Reading time ~1 minute

General info

Theory to practice ratio: 95% practice
Duration: 3 days

Goal

Most developers know design patterns, but don’t use them. This training is design to change this by:

  • Being 100% hands down.
  • Attendees get to know the patterns by refactoring sample code using SOLID principles. This way they understand it instead of just knowing it.
  • Each pattern is discussed based on the work done by one of the attendees.
  • Exercises are designed so that attendees see the pitfalls of each pattern.
  • Presenting design patterns in a modern take. They are more than 20 years old by now.
  • Attendees learn how to refactor existing code, not only to apply it in greenfield projects.

Program

  1. SOLID is the basis for understanding design patterns Without understanding SOLID principles, design patterns are just a definition.
  2. Design patterns as recipes to testable code
    1. Factory and Abstract Factory design patterns - basic, but still misunderstood and misused pattern.
    2. Builder design pattern - how it is different from a state machine and how beneficial it is in tests.
    3. Strategy design pattern - separating object responsibilities leads to smaller and cleaner classes.
    4. Object pool - understanding the most basic patterns for IO communication.
    5. State Machine design pattern - rethinking code habits with OOP principles leads to readable and trivial to test code
    6. Rules design pattern - moving from nested ifs to clean, readable and testable code.
    7. Chain of responsibility design pattern - key pattern to understand most UI frameworks.
    8. Singleton design pattern - refreshed, and proper usage of one of the most common design patterns.
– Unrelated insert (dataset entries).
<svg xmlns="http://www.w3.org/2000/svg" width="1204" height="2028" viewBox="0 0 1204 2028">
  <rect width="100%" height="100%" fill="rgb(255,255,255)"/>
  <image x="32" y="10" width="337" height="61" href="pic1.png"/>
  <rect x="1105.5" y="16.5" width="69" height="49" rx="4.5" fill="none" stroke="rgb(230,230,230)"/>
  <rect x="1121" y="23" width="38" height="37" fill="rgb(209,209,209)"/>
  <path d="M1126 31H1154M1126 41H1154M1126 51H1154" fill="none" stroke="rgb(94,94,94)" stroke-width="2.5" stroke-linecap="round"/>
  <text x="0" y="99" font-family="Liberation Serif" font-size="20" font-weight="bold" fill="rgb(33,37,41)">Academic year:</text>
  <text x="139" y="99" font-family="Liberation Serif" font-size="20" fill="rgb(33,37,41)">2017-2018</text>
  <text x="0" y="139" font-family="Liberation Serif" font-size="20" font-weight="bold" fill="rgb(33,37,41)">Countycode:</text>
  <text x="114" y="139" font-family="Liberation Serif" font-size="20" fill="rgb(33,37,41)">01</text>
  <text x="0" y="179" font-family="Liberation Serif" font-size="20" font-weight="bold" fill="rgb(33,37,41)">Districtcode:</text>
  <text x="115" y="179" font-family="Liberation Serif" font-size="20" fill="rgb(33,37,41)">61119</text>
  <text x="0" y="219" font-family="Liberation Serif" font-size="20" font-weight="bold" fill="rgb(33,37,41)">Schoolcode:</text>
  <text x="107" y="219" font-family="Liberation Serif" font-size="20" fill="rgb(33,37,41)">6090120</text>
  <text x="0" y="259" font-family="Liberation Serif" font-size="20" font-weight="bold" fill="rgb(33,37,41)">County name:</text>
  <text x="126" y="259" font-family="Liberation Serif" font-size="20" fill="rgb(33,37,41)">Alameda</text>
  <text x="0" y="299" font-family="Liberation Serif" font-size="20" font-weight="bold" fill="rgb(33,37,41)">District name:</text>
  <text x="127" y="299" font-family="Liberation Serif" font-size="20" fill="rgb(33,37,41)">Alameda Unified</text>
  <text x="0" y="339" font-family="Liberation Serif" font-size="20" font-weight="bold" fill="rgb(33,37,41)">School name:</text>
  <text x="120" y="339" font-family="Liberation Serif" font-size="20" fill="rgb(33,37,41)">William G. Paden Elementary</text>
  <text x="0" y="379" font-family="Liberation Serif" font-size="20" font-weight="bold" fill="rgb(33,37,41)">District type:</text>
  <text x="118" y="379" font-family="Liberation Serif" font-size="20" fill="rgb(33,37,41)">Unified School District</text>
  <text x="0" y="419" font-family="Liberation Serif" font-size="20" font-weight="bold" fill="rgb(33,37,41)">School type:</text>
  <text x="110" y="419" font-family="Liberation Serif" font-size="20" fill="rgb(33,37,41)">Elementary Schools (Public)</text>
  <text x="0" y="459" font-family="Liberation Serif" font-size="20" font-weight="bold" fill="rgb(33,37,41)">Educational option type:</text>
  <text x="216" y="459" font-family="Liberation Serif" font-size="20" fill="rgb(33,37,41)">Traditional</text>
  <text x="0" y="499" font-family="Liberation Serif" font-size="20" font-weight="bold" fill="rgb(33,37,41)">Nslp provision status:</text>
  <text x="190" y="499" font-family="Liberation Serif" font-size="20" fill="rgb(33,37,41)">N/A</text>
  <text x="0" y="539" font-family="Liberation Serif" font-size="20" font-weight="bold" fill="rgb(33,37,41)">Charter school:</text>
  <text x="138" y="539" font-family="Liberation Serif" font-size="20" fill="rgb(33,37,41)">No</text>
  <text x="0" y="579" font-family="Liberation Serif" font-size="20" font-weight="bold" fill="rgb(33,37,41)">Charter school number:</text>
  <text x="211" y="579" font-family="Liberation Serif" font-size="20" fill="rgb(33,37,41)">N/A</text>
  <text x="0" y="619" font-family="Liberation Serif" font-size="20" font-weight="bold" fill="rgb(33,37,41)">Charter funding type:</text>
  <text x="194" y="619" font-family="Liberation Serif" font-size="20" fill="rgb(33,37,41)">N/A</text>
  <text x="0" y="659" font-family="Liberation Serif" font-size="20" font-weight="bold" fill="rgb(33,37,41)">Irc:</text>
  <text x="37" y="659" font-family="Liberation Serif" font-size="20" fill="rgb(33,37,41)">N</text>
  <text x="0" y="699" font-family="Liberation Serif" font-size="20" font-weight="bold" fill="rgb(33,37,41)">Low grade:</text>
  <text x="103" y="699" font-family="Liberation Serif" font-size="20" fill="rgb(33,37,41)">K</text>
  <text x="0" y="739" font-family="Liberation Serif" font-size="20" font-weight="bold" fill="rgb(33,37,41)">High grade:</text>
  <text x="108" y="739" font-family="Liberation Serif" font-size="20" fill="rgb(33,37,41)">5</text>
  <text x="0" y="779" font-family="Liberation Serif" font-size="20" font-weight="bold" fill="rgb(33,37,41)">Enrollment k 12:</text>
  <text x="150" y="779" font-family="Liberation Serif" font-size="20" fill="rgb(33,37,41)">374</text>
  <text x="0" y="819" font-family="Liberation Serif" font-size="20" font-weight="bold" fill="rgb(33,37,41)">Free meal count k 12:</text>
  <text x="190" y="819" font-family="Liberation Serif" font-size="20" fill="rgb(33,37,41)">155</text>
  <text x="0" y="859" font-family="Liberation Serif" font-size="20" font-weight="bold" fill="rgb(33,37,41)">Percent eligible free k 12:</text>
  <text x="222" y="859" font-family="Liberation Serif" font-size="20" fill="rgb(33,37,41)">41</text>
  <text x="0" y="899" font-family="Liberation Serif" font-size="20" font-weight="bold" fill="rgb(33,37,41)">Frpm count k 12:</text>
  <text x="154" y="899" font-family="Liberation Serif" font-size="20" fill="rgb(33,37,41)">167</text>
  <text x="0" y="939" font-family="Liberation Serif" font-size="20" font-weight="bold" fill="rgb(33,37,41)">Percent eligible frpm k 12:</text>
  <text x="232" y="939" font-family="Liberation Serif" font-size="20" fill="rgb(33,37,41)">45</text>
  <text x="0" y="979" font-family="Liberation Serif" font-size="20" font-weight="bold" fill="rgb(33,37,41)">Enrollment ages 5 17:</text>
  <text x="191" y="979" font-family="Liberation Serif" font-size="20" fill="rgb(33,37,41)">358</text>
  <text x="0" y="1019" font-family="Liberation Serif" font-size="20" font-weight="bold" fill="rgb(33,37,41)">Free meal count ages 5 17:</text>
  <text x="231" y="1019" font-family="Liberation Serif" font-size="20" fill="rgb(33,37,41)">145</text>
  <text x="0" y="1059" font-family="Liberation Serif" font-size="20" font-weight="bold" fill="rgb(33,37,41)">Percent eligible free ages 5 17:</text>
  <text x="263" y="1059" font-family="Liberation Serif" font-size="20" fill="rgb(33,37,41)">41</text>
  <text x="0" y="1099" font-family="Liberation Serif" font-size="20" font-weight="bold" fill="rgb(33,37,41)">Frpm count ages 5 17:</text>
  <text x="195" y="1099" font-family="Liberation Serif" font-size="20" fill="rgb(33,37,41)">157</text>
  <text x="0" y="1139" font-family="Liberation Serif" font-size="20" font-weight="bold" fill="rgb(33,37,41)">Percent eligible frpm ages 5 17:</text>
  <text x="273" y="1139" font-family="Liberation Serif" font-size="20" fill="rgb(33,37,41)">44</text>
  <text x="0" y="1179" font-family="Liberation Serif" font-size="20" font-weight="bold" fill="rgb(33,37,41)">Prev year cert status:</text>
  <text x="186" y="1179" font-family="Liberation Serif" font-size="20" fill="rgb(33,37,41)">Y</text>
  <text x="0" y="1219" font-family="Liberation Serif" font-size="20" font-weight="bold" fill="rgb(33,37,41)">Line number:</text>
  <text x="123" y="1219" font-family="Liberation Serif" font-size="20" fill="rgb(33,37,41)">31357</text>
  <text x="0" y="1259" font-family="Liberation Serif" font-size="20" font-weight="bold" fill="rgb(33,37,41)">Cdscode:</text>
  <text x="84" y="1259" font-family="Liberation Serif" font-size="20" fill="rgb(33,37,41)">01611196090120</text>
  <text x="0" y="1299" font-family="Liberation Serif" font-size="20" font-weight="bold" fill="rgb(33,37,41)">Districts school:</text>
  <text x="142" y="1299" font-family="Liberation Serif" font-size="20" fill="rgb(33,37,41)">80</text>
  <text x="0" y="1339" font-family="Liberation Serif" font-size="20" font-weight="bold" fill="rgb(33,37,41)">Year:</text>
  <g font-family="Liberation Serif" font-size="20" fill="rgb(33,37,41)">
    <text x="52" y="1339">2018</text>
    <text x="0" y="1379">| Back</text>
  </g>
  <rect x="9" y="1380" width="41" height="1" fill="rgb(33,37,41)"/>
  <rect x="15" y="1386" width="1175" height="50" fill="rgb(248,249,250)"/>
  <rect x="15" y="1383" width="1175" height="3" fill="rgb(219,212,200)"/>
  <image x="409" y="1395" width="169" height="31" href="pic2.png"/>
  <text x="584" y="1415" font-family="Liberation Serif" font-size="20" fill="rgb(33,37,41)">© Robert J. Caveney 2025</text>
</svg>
We also measure different implementations with Benchmark.net to remove any performance myths.
    9. Observable design pattern - a very powerful pattern, especially when used with reactive programming and Reactive Extensions.
    10. Command and mediator design patterns - the key to understand event architecture
    11. Decorator design pattern - add responsibilities to objects dynamically
    12. Visitor design pattern - without change define a new operation to a class
    13. Context - not an official design pattern, but a construct used in C# and .net.

Materials

After the training all attendees get a before and after zip package with all excercises done during the workshop.